> _Work required_:
For the word "down", copy every line of the material that includes it.

> _Data for processing_:

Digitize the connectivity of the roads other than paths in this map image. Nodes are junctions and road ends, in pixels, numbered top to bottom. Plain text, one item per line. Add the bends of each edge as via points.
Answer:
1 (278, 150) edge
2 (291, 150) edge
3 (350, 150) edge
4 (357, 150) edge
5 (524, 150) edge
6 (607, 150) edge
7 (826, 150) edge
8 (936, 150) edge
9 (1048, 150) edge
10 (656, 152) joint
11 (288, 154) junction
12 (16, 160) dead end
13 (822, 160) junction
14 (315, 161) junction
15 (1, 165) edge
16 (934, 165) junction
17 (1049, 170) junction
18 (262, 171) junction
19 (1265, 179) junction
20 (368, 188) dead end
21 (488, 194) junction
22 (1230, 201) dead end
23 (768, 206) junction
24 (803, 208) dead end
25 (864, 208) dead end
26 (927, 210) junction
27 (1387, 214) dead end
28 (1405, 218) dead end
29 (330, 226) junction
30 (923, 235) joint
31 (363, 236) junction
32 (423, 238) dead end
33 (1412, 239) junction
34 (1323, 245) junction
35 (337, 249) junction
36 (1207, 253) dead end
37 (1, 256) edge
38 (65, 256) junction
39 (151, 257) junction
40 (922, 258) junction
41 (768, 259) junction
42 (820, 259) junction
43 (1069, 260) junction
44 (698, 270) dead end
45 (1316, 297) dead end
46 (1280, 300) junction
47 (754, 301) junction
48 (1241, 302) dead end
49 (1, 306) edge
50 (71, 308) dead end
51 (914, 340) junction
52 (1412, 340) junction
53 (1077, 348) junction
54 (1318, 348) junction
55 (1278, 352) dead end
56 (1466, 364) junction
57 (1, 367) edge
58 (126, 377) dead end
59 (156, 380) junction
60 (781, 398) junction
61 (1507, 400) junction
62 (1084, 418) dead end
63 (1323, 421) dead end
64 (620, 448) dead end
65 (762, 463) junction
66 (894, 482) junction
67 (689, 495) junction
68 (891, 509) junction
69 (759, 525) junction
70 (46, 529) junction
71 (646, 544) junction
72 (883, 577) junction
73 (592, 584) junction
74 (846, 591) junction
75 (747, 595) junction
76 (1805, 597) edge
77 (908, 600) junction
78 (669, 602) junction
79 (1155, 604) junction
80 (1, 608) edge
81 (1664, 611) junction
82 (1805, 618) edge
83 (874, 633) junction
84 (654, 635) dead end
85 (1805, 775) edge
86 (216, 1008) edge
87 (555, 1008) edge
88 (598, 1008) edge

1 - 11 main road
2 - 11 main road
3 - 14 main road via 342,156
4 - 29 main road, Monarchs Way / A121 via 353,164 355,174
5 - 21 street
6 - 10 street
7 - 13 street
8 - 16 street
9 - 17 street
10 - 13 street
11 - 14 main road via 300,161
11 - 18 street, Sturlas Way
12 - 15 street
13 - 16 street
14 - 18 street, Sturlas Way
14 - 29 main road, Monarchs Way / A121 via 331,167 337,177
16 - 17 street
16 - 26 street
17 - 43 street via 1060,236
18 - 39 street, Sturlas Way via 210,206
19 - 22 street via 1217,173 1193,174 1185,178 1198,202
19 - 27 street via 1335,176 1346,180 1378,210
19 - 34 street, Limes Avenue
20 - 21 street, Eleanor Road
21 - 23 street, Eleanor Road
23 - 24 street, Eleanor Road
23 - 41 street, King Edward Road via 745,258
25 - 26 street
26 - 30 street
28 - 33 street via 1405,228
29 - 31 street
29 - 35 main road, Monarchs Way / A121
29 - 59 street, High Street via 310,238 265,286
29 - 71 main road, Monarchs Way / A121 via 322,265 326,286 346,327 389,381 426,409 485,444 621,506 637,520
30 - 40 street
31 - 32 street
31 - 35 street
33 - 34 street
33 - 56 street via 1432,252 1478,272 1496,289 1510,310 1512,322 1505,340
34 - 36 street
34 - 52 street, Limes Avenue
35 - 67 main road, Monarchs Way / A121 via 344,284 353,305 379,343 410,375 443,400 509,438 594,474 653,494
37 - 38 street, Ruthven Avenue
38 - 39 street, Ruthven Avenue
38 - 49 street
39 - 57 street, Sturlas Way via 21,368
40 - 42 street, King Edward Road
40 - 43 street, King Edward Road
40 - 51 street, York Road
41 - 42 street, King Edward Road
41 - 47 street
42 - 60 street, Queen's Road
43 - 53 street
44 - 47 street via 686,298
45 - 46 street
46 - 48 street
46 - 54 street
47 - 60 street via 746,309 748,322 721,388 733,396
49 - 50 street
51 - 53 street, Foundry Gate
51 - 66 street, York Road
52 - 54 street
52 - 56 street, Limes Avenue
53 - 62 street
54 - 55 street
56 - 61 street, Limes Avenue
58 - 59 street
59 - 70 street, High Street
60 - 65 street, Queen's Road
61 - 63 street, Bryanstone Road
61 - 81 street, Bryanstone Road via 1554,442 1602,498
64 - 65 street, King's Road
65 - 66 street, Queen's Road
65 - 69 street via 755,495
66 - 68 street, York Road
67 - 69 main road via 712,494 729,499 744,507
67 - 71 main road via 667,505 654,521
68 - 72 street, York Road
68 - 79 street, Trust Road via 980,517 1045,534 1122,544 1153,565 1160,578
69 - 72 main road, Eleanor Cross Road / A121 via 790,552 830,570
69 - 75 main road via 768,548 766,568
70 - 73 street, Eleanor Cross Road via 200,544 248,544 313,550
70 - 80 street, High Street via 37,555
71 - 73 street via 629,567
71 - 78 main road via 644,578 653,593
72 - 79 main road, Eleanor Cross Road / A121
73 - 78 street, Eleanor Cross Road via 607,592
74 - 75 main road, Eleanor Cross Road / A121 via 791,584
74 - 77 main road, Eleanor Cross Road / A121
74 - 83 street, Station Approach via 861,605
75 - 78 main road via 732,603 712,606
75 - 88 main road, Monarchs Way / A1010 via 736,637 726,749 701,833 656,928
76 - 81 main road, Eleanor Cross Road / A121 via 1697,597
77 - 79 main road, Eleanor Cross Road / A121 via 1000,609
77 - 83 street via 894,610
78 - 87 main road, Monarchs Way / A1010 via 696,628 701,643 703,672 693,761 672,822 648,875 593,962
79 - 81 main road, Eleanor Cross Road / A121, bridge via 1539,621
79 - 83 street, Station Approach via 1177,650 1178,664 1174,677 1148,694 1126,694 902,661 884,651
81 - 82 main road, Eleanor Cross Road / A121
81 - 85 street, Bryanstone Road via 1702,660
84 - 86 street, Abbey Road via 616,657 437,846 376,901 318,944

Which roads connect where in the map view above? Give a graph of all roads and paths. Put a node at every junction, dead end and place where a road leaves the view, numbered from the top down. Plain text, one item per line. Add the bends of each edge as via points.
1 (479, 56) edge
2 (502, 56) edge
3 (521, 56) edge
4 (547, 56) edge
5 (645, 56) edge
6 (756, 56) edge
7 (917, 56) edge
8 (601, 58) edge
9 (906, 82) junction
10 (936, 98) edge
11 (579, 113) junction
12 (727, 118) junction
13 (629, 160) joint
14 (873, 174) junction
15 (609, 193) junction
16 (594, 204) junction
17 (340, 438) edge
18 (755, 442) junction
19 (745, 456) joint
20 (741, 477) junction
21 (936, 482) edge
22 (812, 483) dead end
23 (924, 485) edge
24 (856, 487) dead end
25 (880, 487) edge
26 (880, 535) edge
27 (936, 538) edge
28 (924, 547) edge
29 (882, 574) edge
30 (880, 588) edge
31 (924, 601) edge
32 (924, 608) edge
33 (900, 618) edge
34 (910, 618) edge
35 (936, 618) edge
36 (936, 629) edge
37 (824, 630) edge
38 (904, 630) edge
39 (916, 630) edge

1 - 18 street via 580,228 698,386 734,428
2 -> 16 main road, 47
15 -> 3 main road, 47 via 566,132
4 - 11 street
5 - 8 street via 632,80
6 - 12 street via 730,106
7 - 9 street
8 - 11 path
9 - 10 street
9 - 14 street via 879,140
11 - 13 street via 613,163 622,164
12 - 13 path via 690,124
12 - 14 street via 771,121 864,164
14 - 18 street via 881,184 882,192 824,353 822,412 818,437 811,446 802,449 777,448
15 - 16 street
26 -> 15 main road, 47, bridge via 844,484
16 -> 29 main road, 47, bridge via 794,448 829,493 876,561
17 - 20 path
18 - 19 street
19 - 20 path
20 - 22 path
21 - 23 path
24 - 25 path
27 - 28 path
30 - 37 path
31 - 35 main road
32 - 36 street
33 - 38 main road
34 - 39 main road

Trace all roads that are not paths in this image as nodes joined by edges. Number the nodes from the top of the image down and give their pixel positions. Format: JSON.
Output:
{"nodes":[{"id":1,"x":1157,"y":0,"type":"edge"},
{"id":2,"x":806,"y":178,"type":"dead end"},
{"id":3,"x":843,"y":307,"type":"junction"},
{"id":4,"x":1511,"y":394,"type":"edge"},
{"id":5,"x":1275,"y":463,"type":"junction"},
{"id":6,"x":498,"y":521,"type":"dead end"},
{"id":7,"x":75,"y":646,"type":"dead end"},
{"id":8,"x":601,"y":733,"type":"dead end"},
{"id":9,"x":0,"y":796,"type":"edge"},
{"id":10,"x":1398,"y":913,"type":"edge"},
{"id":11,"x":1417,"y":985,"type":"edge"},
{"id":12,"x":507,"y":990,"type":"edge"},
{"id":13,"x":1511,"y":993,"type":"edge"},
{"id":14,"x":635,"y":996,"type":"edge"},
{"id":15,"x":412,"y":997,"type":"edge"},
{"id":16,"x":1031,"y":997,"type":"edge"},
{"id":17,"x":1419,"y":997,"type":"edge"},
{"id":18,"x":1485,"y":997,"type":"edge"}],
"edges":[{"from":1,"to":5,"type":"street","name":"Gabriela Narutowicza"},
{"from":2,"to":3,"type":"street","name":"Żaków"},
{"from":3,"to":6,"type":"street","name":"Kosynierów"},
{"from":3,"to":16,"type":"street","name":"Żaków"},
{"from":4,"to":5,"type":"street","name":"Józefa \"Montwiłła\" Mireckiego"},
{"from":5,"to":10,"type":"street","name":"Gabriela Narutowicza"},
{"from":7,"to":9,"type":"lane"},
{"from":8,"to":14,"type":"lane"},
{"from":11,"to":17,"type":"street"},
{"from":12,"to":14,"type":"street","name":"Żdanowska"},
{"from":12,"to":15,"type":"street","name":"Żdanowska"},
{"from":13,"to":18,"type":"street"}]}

> _Written solution_:
Which roads connect where in the map view above? Give a graph of all roads and paths. Put a node at every junction, dead end and place where a road leaves the view, numbered from the top down. Plain text, one item per line. Add the bends of each edge as via points.
Trace all roads that are not paths in this image as nodes joined by edges. Number the nodes from the top of the image down and give their pixel positions. Format: JSON.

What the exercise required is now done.